本发明还提供了式I化合物在制备具有如本申请所述的抗人肿瘤细胞增生作用的药物中的用途。
本发明的优选方案中,该化合物为卤夫酮。
在序号为08/181,066的美国专利申请中,清楚地显示和说明了本发明化合物可有效地治疗纤维化疾病如硬皮病和GVHD,以及再狭窄和肾小球硬化症。该申请排除了任何无根据的推测,如化合物在作用产生前可能是无活性的;化合物可能未到达靶区域,或者其他机能性质可能使化合物不适用于体内。而且,通过同一化合物在与过量胶原蛋白沉积有关的两种特定的纤维化疾病,即,硬皮病和GVHD,以及再狭窄和肾小球硬化症的治疗中的确凿事实可完全反驳那些可能性。因此,将上述美国专利申请作为参考文献收编于此。
按照本发明的新发现,血管生成是一个复杂的过程,其中毛细血管按一定的顺序生长〔J.Folkman和M.Klagsbrun,“血管生成的因素”,Science(科学),Vol.235 pp.442-447(1987);J.Folkman和Y.Shing,“血管生成”,J.Biol.Chem.,(生化杂志),Vol.267 pp.10931-10934(1992)〕。当新的毛细血管新芽从小静脉旁生长时,内皮细胞剥蚀基底膜,迁移至血管生成处,增生,形成一个腔,两个新芽的顶端连接,产生一个毛细血管环,并产生了新的基底膜〔J.Folkman,“弄清血管生成的原因探索与发现”,Perspectives in Biology and Medicine,(生物学与医学透视),Vol.29,pp.1-36(1985)〕。
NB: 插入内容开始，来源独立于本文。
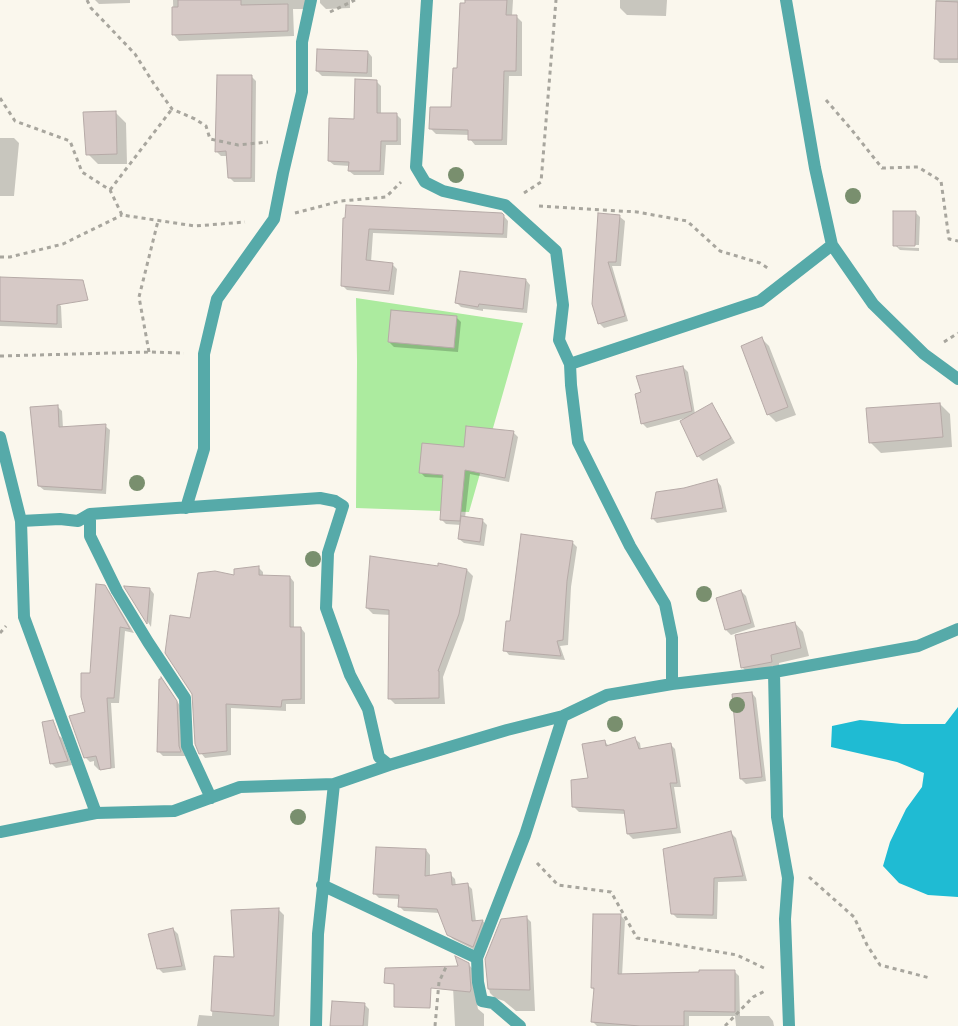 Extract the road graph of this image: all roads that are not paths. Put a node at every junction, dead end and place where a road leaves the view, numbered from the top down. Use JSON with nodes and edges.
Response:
{"nodes":[{"id":1,"x":311,"y":0,"type":"edge"},
{"id":2,"x":427,"y":0,"type":"edge"},
{"id":3,"x":786,"y":0,"type":"edge"},
{"id":4,"x":832,"y":245,"type":"junction"},
{"id":5,"x":570,"y":364,"type":"junction"},
{"id":6,"x":958,"y":379,"type":"edge"},
{"id":7,"x":0,"y":437,"type":"edge"},
{"id":8,"x":186,"y":508,"type":"junction"},
{"id":9,"x":90,"y":514,"type":"junction"},
{"id":10,"x":21,"y":521,"type":"junction"},
{"id":11,"x":958,"y":630,"type":"edge"},
{"id":12,"x":774,"y":672,"type":"junction"},
{"id":13,"x":672,"y":684,"type":"junction"},
{"id":14,"x":563,"y":716,"type":"junction"},
{"id":15,"x":389,"y":765,"type":"junction"},
{"id":16,"x":334,"y":784,"type":"junction"},
{"id":17,"x":211,"y":798,"type":"junction"},
{"id":18,"x":96,"y":812,"type":"junction"},
{"id":19,"x":0,"y":832,"type":"edge"},
{"id":20,"x":322,"y":885,"type":"junction"},
{"id":21,"x":476,"y":958,"type":"junction"},
{"id":22,"x":316,"y":1026,"type":"edge"},
{"id":23,"x":520,"y":1026,"type":"edge"},
{"id":24,"x":790,"y":1026,"type":"edge"}],
"edges":[{"from":1,"to":8,"type":"street"},
{"from":2,"to":5,"type":"street"},
{"from":3,"to":4,"type":"street"},
{"from":4,"to":5,"type":"street"},
{"from":4,"to":6,"type":"street"},
{"from":5,"to":13,"type":"street"},
{"from":7,"to":10,"type":"street"},
{"from":8,"to":9,"type":"street"},
{"from":8,"to":15,"type":"street"},
{"from":9,"to":10,"type":"street"},
{"from":9,"to":17,"type":"street"},
{"from":10,"to":18,"type":"street"},
{"from":11,"to":12,"type":"street"},
{"from":12,"to":13,"type":"street"},
{"from":12,"to":24,"type":"street"},
{"from":13,"to":14,"type":"street"},
{"from":14,"to":15,"type":"street"},
{"from":14,"to":21,"type":"street"},
{"from":15,"to":16,"type":"street"},
{"from":16,"to":17,"type":"street"},
{"from":16,"to":20,"type":"street"},
{"from":17,"to":18,"type":"street"},
{"from":18,"to":19,"type":"street"},
{"from":20,"to":21,"type":"street"},
{"from":20,"to":22,"type":"street"},
{"from":21,"to":23,"type":"street"}]}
ECM(内皮细胞膜)的剥蚀和重建是血管生成的基本过程。另外,由内皮细胞合成的ECM组分(即,胶原蛋白,层粘连蛋白,血小板反应蛋白,纤连蛋白和SPARC)具有调节内皮细胞生长,迁移和成形的功能〔J.Bischoff“Approaches to Stutying Cell Adhesion Molecules inAngiogenesis”,(血管生成中细胞粘合分子的研究),Trends Cell Biol.(细胞生物学动向),No.5,pp.69-74(1995)〕。现已报导牛主动脉内皮细胞(BAE)在出芽和形成血管中合成I型胶原蛋白和SPARC。现在提出I型胶原蛋白可参与直接迁移和BAE细胞装配〔M.L.Jruela-Arispe,等,Lab,Invest No.64,pp.174-186(1991)〕。并已发现外源的I型胶原蛋白通过融合人类皮肤微血管内皮细胞而加速血管的形成〔C.I.Jackdon和K.L.Jenkins,Exp Cell Res.,No.192,pp.319-232(1991)〕。血管的腔内含胶原纤维,说明内皮细胞使用原纤维折迭并排列成血管结构。
由于大范围的血管生成是与胚胎发育相伴的,因此健康成人中现有血管的出芽和再生的非凡能力已大部退化〔J.Folkman and Y.Shing,ibid.(1992)〕。
病理条件下,正常的限制血管生成的控制机制被破坏,血管无控制地生成。结果是,过量的血管生成产了一些所谓“血管生成病” 〔J.Folkman,“癌症,血管病,类风湿病和其他疾病中的血管生成”,NatureMedcine,(天然药物),Vol.1,pp.27-31(1995)〕。一些血管生成疾病,包括血管过量向视网膜内生长的视网膜病,导致视觉障碍甚至失明〔J.Folkman.ibid.(1995)〕。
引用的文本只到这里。